▼▼▼
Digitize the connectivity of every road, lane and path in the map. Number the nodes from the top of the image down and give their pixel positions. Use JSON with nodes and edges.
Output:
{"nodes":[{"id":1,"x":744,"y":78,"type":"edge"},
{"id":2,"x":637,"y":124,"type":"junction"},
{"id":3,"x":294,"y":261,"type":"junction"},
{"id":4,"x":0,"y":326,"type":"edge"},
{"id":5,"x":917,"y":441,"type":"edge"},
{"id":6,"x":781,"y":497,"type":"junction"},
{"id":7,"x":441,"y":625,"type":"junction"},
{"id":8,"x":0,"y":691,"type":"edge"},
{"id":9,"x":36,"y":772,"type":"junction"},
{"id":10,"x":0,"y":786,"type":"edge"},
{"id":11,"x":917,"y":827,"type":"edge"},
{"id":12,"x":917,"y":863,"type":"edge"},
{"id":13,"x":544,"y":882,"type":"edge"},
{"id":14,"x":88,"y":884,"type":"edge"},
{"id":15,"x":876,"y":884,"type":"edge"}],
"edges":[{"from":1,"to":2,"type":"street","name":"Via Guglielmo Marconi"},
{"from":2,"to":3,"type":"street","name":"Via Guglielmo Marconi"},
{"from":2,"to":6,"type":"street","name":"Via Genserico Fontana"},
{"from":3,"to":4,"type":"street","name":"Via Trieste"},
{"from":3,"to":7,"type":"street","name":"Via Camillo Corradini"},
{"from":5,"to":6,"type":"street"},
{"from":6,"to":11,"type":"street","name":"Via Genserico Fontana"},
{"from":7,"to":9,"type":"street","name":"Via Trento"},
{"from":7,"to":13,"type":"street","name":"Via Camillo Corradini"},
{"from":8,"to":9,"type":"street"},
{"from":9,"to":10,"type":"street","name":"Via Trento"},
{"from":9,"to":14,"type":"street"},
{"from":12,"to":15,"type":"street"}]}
▲▲▲
**Work task:**
Your answer should be all of the records, transcribed exactly.

**Task solution:**
Digitize the connectivity of every road, lane and path in the map. Number the nodes from the top of the image down and give their pixel positions. Use JSON with nodes and edges.
Output:
{"nodes":[{"id":1,"x":744,"y":78,"type":"edge"},
{"id":2,"x":637,"y":124,"type":"junction"},
{"id":3,"x":294,"y":261,"type":"junction"},
{"id":4,"x":0,"y":326,"type":"edge"},
{"id":5,"x":917,"y":441,"type":"edge"},
{"id":6,"x":781,"y":497,"type":"junction"},
{"id":7,"x":441,"y":625,"type":"junction"},
{"id":8,"x":0,"y":691,"type":"edge"},
{"id":9,"x":36,"y":772,"type":"junction"},
{"id":10,"x":0,"y":786,"type":"edge"},
{"id":11,"x":917,"y":827,"type":"edge"},
{"id":12,"x":917,"y":863,"type":"edge"},
{"id":13,"x":544,"y":882,"type":"edge"},
{"id":14,"x":88,"y":884,"type":"edge"},
{"id":15,"x":876,"y":884,"type":"edge"}],
"edges":[{"from":1,"to":2,"type":"street","name":"Via Guglielmo Marconi"},
{"from":2,"to":3,"type":"street","name":"Via Guglielmo Marconi"},
{"from":2,"to":6,"type":"street","name":"Via Genserico Fontana"},
{"from":3,"to":4,"type":"street","name":"Via Trieste"},
{"from":3,"to":7,"type":"street","name":"Via Camillo Corradini"},
{"from":5,"to":6,"type":"street"},
{"from":6,"to":11,"type":"street","name":"Via Genserico Fontana"},
{"from":7,"to":9,"type":"street","name":"Via Trento"},
{"from":7,"to":13,"type":"street","name":"Via Camillo Corradini"},
{"from":8,"to":9,"type":"street"},
{"from":9,"to":10,"type":"street","name":"Via Trento"},
{"from":9,"to":14,"type":"street"},
{"from":12,"to":15,"type":"street"}]}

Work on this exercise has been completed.